In the paper, the professors wrote that with modest additional adoption–going to the top 50 most popular websites, for example–password reuse could be eliminated completely.

The professors are quick to point out the major security concerns inherent to their design, and take pains to address these issues through specific algorithms and safety measures. But the ramifications of continuing in the same types of password management is too costly to bear.

A Ponemon survey referenced in the study found that the fraud perpetrated using overtaken accounts “could incur average losses of up to $54 million per organization surveyed.” Companies are forced to spend millions on a variety of security measures that often exacerbate the problem and expose users to more risk. Akamai reported in November 2017 that an astonishing 43% (3.6 out of 8.3 billion) of their login attempts involved credential abuse.

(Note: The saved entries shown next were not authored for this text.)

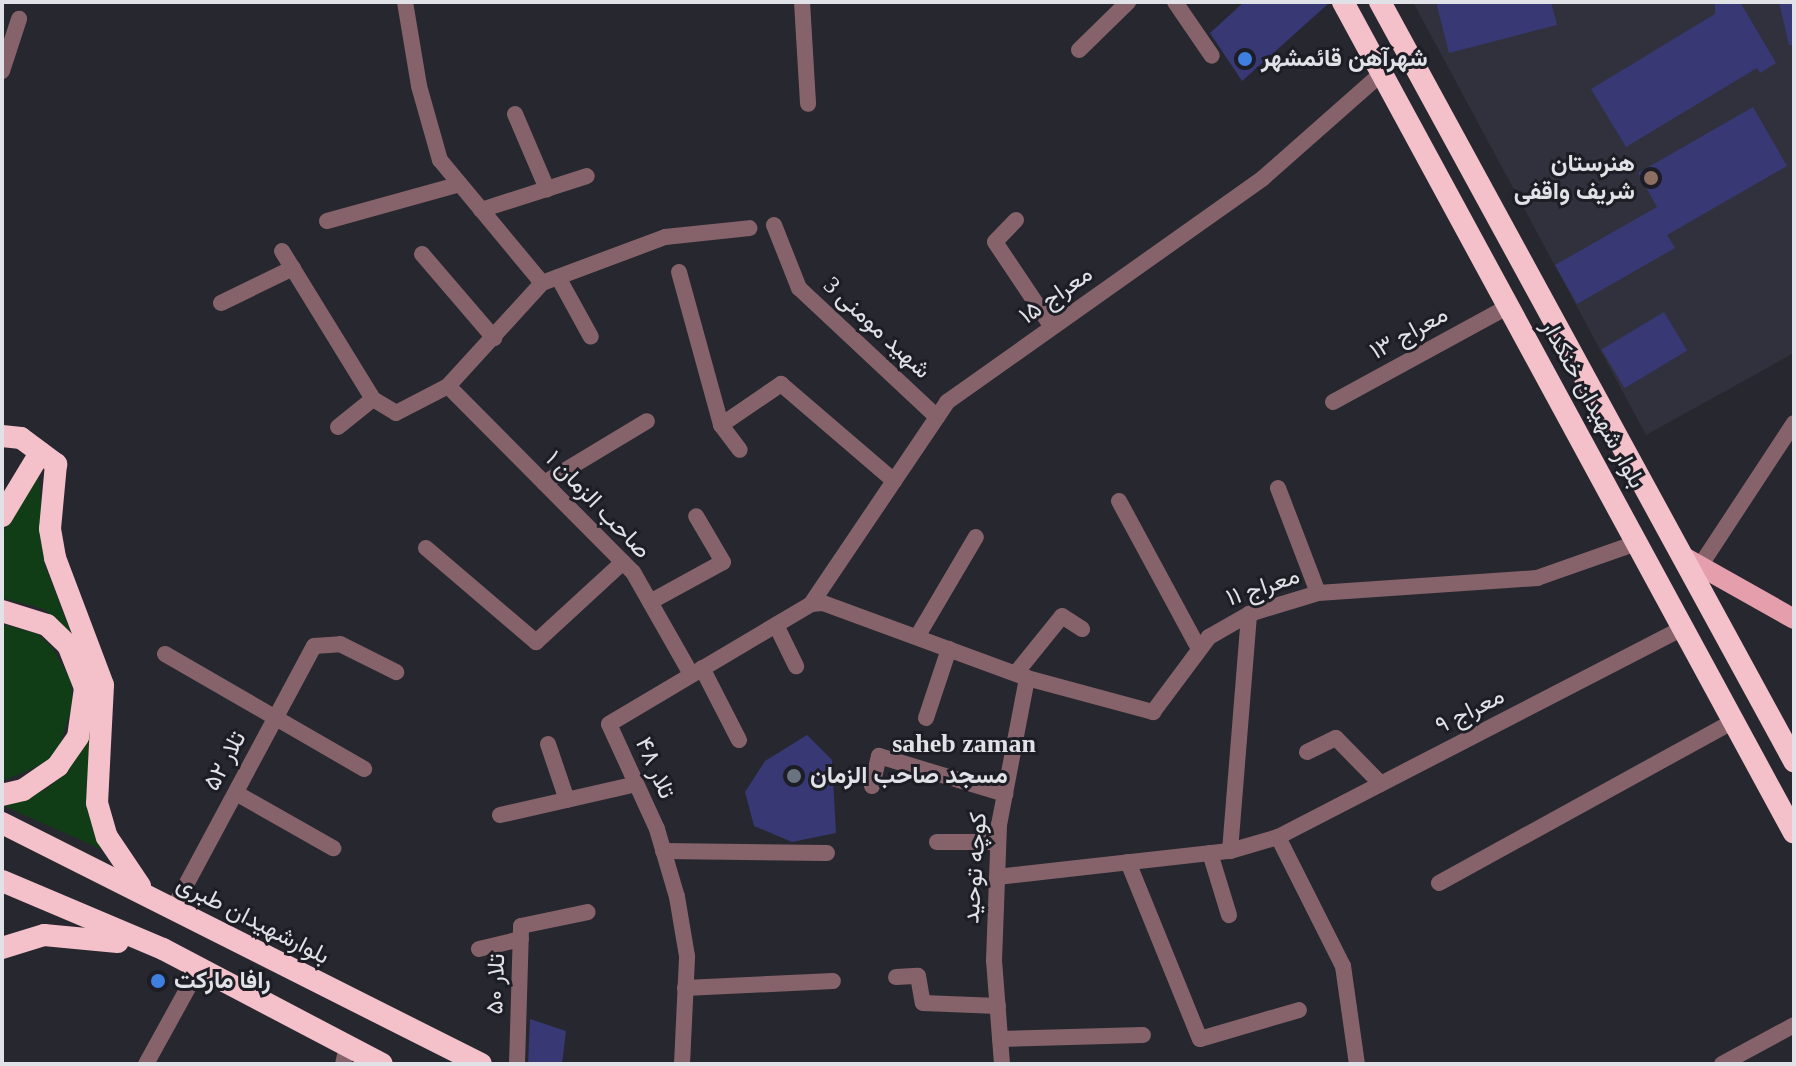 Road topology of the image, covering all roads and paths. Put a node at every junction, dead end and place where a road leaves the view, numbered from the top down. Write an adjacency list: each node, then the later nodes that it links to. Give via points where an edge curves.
1 (405, 2): 15 (street, via 419,86 440,160)
2 (802, 2): 12 (street)
3 (1128, 2): 8 (street)
4 (1175, 2): 9 (street)
5 (1343, 2): 11 (highway, بلوار شهیدان خنکدار)
6 (1380, 2): 53 (highway, بلوار شهیدان خنکدار)
7 (19, 19): 10 (street)
8 (1079, 50)
9 (1212, 56)
10 (2, 71)
11 (1382, 73): 28 (highway, بلوار شهیدان خنکدار); 29 (street, معراج ۱۵, via 1263,178)
12 (808, 104)
13 (515, 114): 16 (street)
14 (587, 176): 16 (street)
15 (460, 184): 17 (street); 19 (street)
16 (547, 189): 17 (street)
17 (481, 210): 26 (street)
18 (1016, 220): 29 (street, via 995,242)
19 (327, 221)
20 (774, 225): 35 (street, شهید مومنی 3, via 799,288)
21 (750, 228): 26 (street, via 665,237)
22 (282, 251): 24 (street)
23 (422, 254): 31 (street)
24 (293, 268): 27 (street); 33 (street)
25 (679, 272): 38 (street)
26 (550, 280): 30 (street); 31 (street)
27 (221, 303)
28 (1509, 306): 34 (street, معراج ۱۳); 50 (highway, بلوار شهیدان خنکدار)
29 (1052, 327): 35 (street, معراج ۱۵, via 947,402)
30 (591, 337)
31 (494, 338): 32 (street)
32 (448, 386): 33 (street, via 396,413); 44 (street, صاحب الزمان ۱)
33 (373, 399): 39 (street)
34 (1333, 402)
35 (937, 417): 43 (street, معراج ۱۵)
36 (647, 421): 44 (street)
37 (1794, 423): 53 (street)
38 (721, 425): 41 (street); 43 (street, via 781,384)
39 (338, 427)
40 (2, 436): 42 (highway, via 21,438)
41 (740, 450)
42 (40, 453): 47 (highway); 101 (highway, via 56,464 50,529 55,558 103,685 97,803 122,865)
43 (894, 481): 56 (street, معراج ۱۵)
44 (544, 483): 52 (street, صاحب الزمان ۱)
45 (1278, 488): 54 (street)
46 (1119, 501): 65 (street)
47 (2, 516)
48 (696, 516): 55 (street, via 723,562)
49 (976, 537): 63 (street)
50 (1639, 542): 54 (street, معراج ۱۱, via 1537,578); 61 (highway, بلوار شهیدان خنکدار)
51 (426, 548): 52 (street, via 536,642)
52 (623, 562): 55 (street, صاحب الزمان ۱)
53 (1692, 562): 59 (main road); 77 (highway, بلوار شهیدان خنکدار)
54 (1318, 593): 58 (street, معراج ۱۱)
55 (650, 602): 68 (street, صاحب الزمان ۱)
56 (811, 604): 60 (street, تلار ۴۸); 63 (street, معراج ۱۱, via 823,603)
57 (2, 611): 84 (highway, via 47,625 68,645 85,688 84,713 68,754 43,778)
58 (1249, 614): 65 (street, معراج ۱۱, via 1226,624); 94 (street)
59 (1794, 619)
60 (776, 625): 67 (street); 68 (street, تلار ۴۸)
61 (1684, 627): 73 (highway, بلوار شهیدان خنکدار); 80 (street, معراج ۹)
62 (1082, 629): 70 (street, via 1062,616)
63 (917, 637): 64 (street, معراج ۱۱)
64 (949, 649): 70 (street, معراج ۱۱); 72 (street)
65 (1199, 649): 70 (street, معراج ۱۱, via 1153,712)
66 (165, 654): 71 (street)
67 (796, 666)
68 (697, 671): 74 (street, صاحب الزمان ۱); 79 (street, تلار ۴۸, via 609,724)
69 (396, 672): 71 (street, تلار ۵۲, via 325,641 314,646)
70 (1022, 675): 83 (street, کوچه توحید)
71 (276, 716): 78 (street); 82 (street, تلار ۵۲)
72 (926, 718)
73 (1734, 721): 88 (highway, بلوار شهیدان خنکدار); 100 (street)
74 (739, 740)
75 (548, 744): 85 (street)
76 (1307, 752): 80 (street, via 1336,738)
77 (1794, 761)
78 (364, 769)
79 (636, 784): 85 (street); 93 (street, تلار ۴۸)
80 (1381, 784): 89 (street, معراج ۹)
81 (872, 786): 83 (street, via 879,756)
82 (236, 793): 92 (street); 102 (street, تلار ۵۲)
83 (1005, 794): 91 (street, کوچه توحید)
84 (2, 795)
85 (567, 800): 86 (street)
86 (500, 815)
87 (2, 823): 101 (highway, بلوارشهیدان طبری)
88 (1794, 833)
89 (1278, 837): 94 (street, معراج ۹); 125 (street, via 1343,966)
90 (937, 842): 91 (street)
91 (998, 842): 98 (street, کوچه توحید)
92 (333, 848)
93 (663, 851): 95 (street); 112 (street, تلار ۴۸, via 687,956)
94 (1230, 851): 96 (street, معراج ۹)
95 (827, 853)
96 (1210, 853): 97 (street, معراج ۹); 104 (street)
97 (1128, 862): 98 (street, معراج ۹); 114 (street, via 1200,1039)
98 (997, 877): 113 (street, کوچه توحید)
99 (2, 881): 107 (highway)
100 (1439, 883)
101 (148, 897): 102 (highway, بلوارشهیدان طبری)
102 (173, 909): 121 (highway, بلوارشهیدان طبری)
103 (588, 912): 105 (street, تلار ۵۰, via 521,926)
104 (1229, 915)
105 (521, 939): 108 (street); 122 (street, تلار ۵۰)
106 (2, 948): 107 (highway, via 44,935)
107 (163, 949): 109 (highway)
108 (479, 949)
109 (199, 968): 118 (highway); 119 (street)
110 (896, 977): 113 (street, via 918,976 923,1003)
111 (833, 981): 112 (street)
112 (685, 988): 123 (street, تلار ۴۸)
113 (998, 1006): 117 (street, کوچه توحید)
114 (1299, 1010)
115 (1794, 1025): 126 (street)
116 (1143, 1035): 117 (street)
117 (1000, 1039): 124 (street, کوچه توحید)
118 (345, 1055): 120 (highway)
119 (146, 1064)
120 (382, 1064)
121 (481, 1064)
122 (517, 1064)
123 (682, 1064)
124 (1002, 1064)
125 (1357, 1064)
126 (1722, 1064) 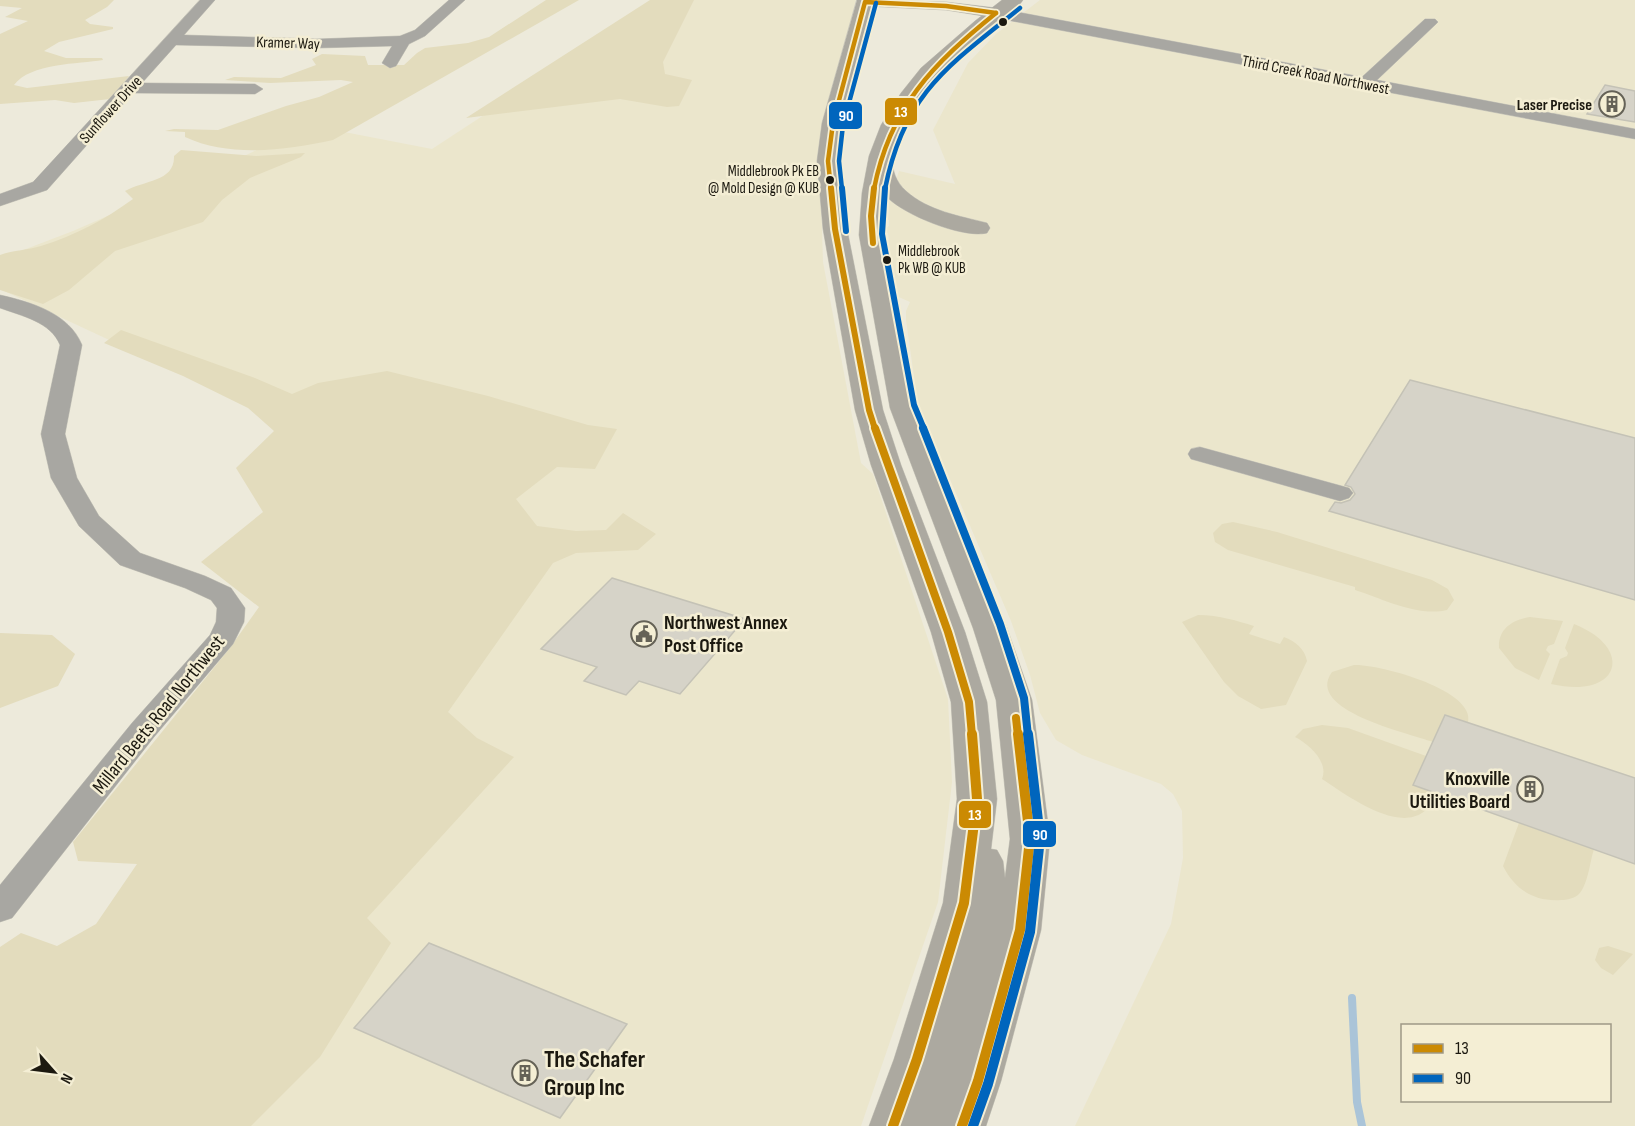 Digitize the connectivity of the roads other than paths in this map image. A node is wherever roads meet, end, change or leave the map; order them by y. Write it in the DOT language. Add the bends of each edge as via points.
graph roads {
  1 [pos="208,0"];
  2 [pos="458,0"];
  3 [pos="1014,0"];
  4 [pos="866,1"];
  5 [pos="996,13"];
  6 [pos="1430,22"];
  7 [pos="173,40"];
  8 [pos="403,41"];
  9 [pos="390,63"];
  10 [pos="1365,83"];
  11 [pos="130,88"];
  12 [pos="255,90"];
  13 [pos="1635,134"];
  14 [pos="881,155"];
  15 [pos="0,200"];
  16 [pos="978,228"];
  17 [pos="0,301"];
  18 [pos="1200,454"];
  19 [pos="1340,494"];
  20 [pos="977,799"];
  21 [pos="0,909"];
  22 [pos="893,1126"];
  23 [pos="924,1126"];
  24 [pos="962,1126"];
  1 -- 7 [label="street, Sunflower Drive"];
  2 -- 8 [label="street" via="420,33"];
  3 -- 5 [label="main road"];
  4 -- 5 [label="street, Third Creek Road Northwest"];
  4 -- 20 [label="main road" via="833,124 828,161 835,229 868,410 948,632 969,702"];
  5 -- 10 [label="street, Third Creek Road Northwest"];
  5 -- 14 [label="main road" via="956,44 905,101 886,135"];
  6 -- 10 [label="street"];
  7 -- 8 [label="street, Kramer Way" via="376,44"];
  7 -- 11 [label="street, Sunflower Drive"];
  8 -- 9 [label="street"];
  10 -- 13 [label="street, Third Creek Road Northwest"];
  11 -- 12 [label="street"];
  11 -- 15 [label="street, Sunflower Drive" via="40,186"];
  14 -- 16 [label="main road" via="887,181 906,200 932,214"];
  14 -- 24 [label="main road" via="874,177 871,235 904,408 1014,700 1030,839 1020,930"];
  17 -- 21 [label="street, Millard Beets Road Northwest" via="64,328 70,338 53,434 64,478 88,520 130,559 204,586 220,594 231,608 223,638 143,730"];
  18 -- 19 [label="street"];
  20 -- 22 [label="main road" via="964,903"];
  20 -- 23 [label="main road" via="987,908 965,1007"];
}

“Our goal in initiating this debate is to question the zeitgeist in the computer security community that password reuse cannot be addressed by technical means without imposing unduly on user security or privacy,” they wrote.

The professors say they do not wish to make it impossible to reuse passwords but “about as difficult as not reusing them,” which they believe will largely eliminate the practice. Despite the specificity of the plan, they understand how users will respond to something like this.

“We are under no illusions that our design, were it deployed, will be met with anything but contempt (at least temporarily) by the many users who currently reuse passwords at multiple websites,” they wrote. But if their goals are achieved, they strongly believe password reuse will end, “since passwords are reused today almost entirely for convenience.”

These security risks of password reuse have yet to stop most people from using the same password at many of the same websites, and recently a survey commissioned by password management website LastPass said more than 90% of those surveyed reported that they understood it was risky to use the same password for multiple accounts, yet 59% still almost always used the same password for different accounts.

Nearly 50% said there was no difference between the passwords they used for work accounts and those used for personal accounts, while only 55% of people said they would change their password if they knew they were hacked.

The big takeaways for tech leaders:

  • Two professors believe they have a way to stop password reuse, which is giving hackers access to more and more information every day.
  • Their plan involves 20-50 of the biggest websites on the internet coordinating and forcing users to create different passwords for all of their sites.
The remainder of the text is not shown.